● **Exercise objective**: Line by line, copy the records below exactly.

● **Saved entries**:
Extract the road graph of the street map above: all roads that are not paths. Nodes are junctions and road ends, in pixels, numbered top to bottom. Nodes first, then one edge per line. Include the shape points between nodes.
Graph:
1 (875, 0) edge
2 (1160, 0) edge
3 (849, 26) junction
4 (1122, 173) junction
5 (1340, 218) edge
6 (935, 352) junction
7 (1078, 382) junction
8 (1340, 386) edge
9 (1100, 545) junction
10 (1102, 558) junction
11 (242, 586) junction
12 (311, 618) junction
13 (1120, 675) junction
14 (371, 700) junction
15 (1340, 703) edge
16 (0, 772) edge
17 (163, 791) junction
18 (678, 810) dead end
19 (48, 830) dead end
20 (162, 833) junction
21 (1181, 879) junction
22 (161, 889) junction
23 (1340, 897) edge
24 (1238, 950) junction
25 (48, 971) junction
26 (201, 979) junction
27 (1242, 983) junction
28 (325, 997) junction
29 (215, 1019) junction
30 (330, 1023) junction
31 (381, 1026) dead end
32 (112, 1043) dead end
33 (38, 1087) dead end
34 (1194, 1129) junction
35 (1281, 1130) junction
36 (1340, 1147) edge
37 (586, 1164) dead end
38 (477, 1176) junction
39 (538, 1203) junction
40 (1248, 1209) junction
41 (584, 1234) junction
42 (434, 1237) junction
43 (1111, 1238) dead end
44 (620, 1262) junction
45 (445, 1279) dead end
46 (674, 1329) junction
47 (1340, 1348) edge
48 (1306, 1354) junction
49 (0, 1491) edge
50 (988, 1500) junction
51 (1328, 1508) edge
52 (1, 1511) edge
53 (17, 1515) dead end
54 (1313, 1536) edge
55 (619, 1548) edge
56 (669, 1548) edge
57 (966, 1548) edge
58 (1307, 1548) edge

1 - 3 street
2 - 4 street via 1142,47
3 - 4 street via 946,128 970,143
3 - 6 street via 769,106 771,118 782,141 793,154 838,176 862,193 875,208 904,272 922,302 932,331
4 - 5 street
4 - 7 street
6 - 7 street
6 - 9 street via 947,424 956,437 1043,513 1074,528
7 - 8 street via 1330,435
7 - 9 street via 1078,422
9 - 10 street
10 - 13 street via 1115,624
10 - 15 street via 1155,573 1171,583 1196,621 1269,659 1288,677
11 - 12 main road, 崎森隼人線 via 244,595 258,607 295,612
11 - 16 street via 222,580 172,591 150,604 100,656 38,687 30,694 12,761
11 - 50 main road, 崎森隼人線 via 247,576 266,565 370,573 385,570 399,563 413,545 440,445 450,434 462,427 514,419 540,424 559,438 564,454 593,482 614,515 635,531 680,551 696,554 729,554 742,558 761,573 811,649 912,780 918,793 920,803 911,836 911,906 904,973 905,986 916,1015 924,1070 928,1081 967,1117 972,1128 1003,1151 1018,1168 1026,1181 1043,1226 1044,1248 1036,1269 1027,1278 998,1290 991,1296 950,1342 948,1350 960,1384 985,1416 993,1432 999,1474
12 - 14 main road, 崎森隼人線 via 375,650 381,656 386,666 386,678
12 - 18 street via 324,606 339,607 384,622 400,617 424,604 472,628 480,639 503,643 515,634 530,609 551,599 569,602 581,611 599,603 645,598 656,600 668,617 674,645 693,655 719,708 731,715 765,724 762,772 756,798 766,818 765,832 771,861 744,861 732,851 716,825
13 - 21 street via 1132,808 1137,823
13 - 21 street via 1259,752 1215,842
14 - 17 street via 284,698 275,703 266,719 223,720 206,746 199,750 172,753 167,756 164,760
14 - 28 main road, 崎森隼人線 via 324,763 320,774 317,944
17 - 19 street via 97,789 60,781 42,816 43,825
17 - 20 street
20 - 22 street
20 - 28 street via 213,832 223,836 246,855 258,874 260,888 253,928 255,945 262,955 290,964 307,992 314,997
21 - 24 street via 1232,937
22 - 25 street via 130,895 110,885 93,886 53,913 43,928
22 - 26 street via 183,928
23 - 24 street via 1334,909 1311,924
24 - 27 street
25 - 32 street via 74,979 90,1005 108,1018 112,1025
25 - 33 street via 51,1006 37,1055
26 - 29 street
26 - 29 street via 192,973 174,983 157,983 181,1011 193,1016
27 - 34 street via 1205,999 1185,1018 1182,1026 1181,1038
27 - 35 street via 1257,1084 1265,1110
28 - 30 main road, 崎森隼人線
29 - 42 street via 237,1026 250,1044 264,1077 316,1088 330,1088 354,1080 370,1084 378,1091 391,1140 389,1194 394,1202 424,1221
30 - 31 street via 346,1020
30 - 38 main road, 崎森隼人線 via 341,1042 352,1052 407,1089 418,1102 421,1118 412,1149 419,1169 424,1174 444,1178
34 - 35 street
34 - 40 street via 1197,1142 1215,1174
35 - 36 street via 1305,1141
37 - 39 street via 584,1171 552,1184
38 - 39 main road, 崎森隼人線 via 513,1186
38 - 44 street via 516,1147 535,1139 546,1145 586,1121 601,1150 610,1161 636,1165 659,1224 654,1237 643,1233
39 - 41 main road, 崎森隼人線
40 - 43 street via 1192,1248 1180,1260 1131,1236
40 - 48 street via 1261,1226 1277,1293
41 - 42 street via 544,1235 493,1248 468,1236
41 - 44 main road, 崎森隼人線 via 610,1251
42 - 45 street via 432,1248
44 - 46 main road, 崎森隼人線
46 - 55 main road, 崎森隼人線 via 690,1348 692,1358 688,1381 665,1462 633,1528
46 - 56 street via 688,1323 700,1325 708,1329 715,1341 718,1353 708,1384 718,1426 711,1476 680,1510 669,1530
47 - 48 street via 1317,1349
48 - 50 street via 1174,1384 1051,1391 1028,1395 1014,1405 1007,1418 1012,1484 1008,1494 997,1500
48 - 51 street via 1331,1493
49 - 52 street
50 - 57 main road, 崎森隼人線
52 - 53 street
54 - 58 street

● **Result of this exercise**:
Extract the road graph of the street map above: all roads that are not paths. Nodes are junctions and road ends, in pixels, numbered top to bottom. Nodes first, then one edge per line. Include the shape points between nodes.
Graph:
1 (875, 0) edge
2 (1160, 0) edge
3 (849, 26) junction
4 (1122, 173) junction
5 (1340, 218) edge
6 (935, 352) junction
7 (1078, 382) junction
8 (1340, 386) edge
9 (1100, 545) junction
10 (1102, 558) junction
11 (242, 586) junction
12 (311, 618) junction
13 (1120, 675) junction
14 (371, 700) junction
15 (1340, 703) edge
16 (0, 772) edge
17 (163, 791) junction
18 (678, 810) dead end
19 (48, 830) dead end
20 (162, 833) junction
21 (1181, 879) junction
22 (161, 889) junction
23 (1340, 897) edge
24 (1238, 950) junction
25 (48, 971) junction
26 (201, 979) junction
27 (1242, 983) junction
28 (325, 997) junction
29 (215, 1019) junction
30 (330, 1023) junction
31 (381, 1026) dead end
32 (112, 1043) dead end
33 (38, 1087) dead end
34 (1194, 1129) junction
35 (1281, 1130) junction
36 (1340, 1147) edge
37 (586, 1164) dead end
38 (477, 1176) junction
39 (538, 1203) junction
40 (1248, 1209) junction
41 (584, 1234) junction
42 (434, 1237) junction
43 (1111, 1238) dead end
44 (620, 1262) junction
45 (445, 1279) dead end
46 (674, 1329) junction
47 (1340, 1348) edge
48 (1306, 1354) junction
49 (0, 1491) edge
50 (988, 1500) junction
51 (1328, 1508) edge
52 (1, 1511) edge
53 (17, 1515) dead end
54 (1313, 1536) edge
55 (619, 1548) edge
56 (669, 1548) edge
57 (966, 1548) edge
58 (1307, 1548) edge

1 - 3 street
2 - 4 street via 1142,47
3 - 4 street via 946,128 970,143
3 - 6 street via 769,106 771,118 782,141 793,154 838,176 862,193 875,208 904,272 922,302 932,331
4 - 5 street
4 - 7 street
6 - 7 street
6 - 9 street via 947,424 956,437 1043,513 1074,528
7 - 8 street via 1330,435
7 - 9 street via 1078,422
9 - 10 street
10 - 13 street via 1115,624
10 - 15 street via 1155,573 1171,583 1196,621 1269,659 1288,677
11 - 12 main road, 崎森隼人線 via 244,595 258,607 295,612
11 - 16 street via 222,580 172,591 150,604 100,656 38,687 30,694 12,761
11 - 50 main road, 崎森隼人線 via 247,576 266,565 370,573 385,570 399,563 413,545 440,445 450,434 462,427 514,419 540,424 559,438 564,454 593,482 614,515 635,531 680,551 696,554 729,554 742,558 761,573 811,649 912,780 918,793 920,803 911,836 911,906 904,973 905,986 916,1015 924,1070 928,1081 967,1117 972,1128 1003,1151 1018,1168 1026,1181 1043,1226 1044,1248 1036,1269 1027,1278 998,1290 991,1296 950,1342 948,1350 960,1384 985,1416 993,1432 999,1474
12 - 14 main road, 崎森隼人線 via 375,650 381,656 386,666 386,678
12 - 18 street via 324,606 339,607 384,622 400,617 424,604 472,628 480,639 503,643 515,634 530,609 551,599 569,602 581,611 599,603 645,598 656,600 668,617 674,645 693,655 719,708 731,715 765,724 762,772 756,798 766,818 765,832 771,861 744,861 732,851 716,825
13 - 21 street via 1132,808 1137,823
13 - 21 street via 1259,752 1215,842
14 - 17 street via 284,698 275,703 266,719 223,720 206,746 199,750 172,753 167,756 164,760
14 - 28 main road, 崎森隼人線 via 324,763 320,774 317,944
17 - 19 street via 97,789 60,781 42,816 43,825
17 - 20 street
20 - 22 street
20 - 28 street via 213,832 223,836 246,855 258,874 260,888 253,928 255,945 262,955 290,964 307,992 314,997
21 - 24 street via 1232,937
22 - 25 street via 130,895 110,885 93,886 53,913 43,928
22 - 26 street via 183,928
23 - 24 street via 1334,909 1311,924
24 - 27 street
25 - 32 street via 74,979 90,1005 108,1018 112,1025
25 - 33 street via 51,1006 37,1055
26 - 29 street
26 - 29 street via 192,973 174,983 157,983 181,1011 193,1016
27 - 34 street via 1205,999 1185,1018 1182,1026 1181,1038
27 - 35 street via 1257,1084 1265,1110
28 - 30 main road, 崎森隼人線
29 - 42 street via 237,1026 250,1044 264,1077 316,1088 330,1088 354,1080 370,1084 378,1091 391,1140 389,1194 394,1202 424,1221
30 - 31 street via 346,1020
30 - 38 main road, 崎森隼人線 via 341,1042 352,1052 407,1089 418,1102 421,1118 412,1149 419,1169 424,1174 444,1178
34 - 35 street
34 - 40 street via 1197,1142 1215,1174
35 - 36 street via 1305,1141
37 - 39 street via 584,1171 552,1184
38 - 39 main road, 崎森隼人線 via 513,1186
38 - 44 street via 516,1147 535,1139 546,1145 586,1121 601,1150 610,1161 636,1165 659,1224 654,1237 643,1233
39 - 41 main road, 崎森隼人線
40 - 43 street via 1192,1248 1180,1260 1131,1236
40 - 48 street via 1261,1226 1277,1293
41 - 42 street via 544,1235 493,1248 468,1236
41 - 44 main road, 崎森隼人線 via 610,1251
42 - 45 street via 432,1248
44 - 46 main road, 崎森隼人線
46 - 55 main road, 崎森隼人線 via 690,1348 692,1358 688,1381 665,1462 633,1528
46 - 56 street via 688,1323 700,1325 708,1329 715,1341 718,1353 708,1384 718,1426 711,1476 680,1510 669,1530
47 - 48 street via 1317,1349
48 - 50 street via 1174,1384 1051,1391 1028,1395 1014,1405 1007,1418 1012,1484 1008,1494 997,1500
48 - 51 street via 1331,1493
49 - 52 street
50 - 57 main road, 崎森隼人線
52 - 53 street
54 - 58 street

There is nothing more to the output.